──────── AVAILABLE RECORDS

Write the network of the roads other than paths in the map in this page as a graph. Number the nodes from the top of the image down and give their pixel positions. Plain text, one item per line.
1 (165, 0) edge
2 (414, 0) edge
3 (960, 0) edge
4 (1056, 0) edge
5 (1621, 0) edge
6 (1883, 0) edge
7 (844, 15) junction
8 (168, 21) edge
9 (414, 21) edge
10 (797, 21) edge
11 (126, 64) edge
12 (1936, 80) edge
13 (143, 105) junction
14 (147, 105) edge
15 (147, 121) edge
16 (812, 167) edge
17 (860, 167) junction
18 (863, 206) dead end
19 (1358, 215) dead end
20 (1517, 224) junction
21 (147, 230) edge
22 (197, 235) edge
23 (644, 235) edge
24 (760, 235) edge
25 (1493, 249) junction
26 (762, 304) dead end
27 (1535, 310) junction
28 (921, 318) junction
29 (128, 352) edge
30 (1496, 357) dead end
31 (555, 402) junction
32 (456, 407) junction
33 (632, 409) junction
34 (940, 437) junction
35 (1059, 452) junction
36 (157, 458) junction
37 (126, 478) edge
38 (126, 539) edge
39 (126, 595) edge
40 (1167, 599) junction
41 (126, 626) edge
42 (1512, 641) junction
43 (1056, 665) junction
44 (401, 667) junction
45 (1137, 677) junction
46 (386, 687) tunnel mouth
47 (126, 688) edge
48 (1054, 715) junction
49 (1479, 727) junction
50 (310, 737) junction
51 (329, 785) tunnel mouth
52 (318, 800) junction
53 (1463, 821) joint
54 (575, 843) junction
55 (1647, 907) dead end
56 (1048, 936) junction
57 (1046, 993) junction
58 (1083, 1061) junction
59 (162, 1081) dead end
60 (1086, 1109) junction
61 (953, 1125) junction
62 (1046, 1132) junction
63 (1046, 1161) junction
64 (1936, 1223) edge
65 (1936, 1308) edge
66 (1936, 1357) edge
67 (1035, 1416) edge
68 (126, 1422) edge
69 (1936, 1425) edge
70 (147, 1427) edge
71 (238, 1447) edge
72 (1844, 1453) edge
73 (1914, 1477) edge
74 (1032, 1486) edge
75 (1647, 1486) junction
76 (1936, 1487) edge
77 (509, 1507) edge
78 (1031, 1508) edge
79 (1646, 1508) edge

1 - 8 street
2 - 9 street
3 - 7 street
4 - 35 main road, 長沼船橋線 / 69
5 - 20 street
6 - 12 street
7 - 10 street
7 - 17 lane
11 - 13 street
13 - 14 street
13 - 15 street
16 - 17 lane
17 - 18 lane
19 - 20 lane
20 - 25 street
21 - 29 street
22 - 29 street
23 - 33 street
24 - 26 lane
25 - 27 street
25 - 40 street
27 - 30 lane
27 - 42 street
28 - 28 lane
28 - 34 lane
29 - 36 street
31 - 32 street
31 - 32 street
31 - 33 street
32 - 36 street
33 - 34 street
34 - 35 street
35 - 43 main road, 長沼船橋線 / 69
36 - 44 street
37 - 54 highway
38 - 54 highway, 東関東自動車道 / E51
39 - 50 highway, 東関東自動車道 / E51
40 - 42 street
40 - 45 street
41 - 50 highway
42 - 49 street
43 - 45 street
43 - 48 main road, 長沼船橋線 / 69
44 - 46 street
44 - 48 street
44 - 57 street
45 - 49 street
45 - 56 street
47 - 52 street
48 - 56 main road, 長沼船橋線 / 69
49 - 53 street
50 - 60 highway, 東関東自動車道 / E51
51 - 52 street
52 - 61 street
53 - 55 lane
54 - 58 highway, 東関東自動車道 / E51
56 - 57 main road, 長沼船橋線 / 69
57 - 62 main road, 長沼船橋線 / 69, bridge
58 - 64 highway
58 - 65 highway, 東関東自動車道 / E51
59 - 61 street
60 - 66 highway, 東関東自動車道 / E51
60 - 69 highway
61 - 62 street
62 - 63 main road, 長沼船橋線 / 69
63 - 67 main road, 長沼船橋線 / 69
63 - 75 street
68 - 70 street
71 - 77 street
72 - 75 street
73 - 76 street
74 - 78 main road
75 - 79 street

────────────────

EXERCISE DIRECTIONS:
Return every line holding the word "東関東自動車道" from the records.

TASK RESPONSE:
38 - 54 highway, 東関東自動車道 / E51
39 - 50 highway, 東関東自動車道 / E51
50 - 60 highway, 東関東自動車道 / E51
54 - 58 highway, 東関東自動車道 / E51
58 - 65 highway, 東関東自動車道 / E51
60 - 66 highway, 東関東自動車道 / E51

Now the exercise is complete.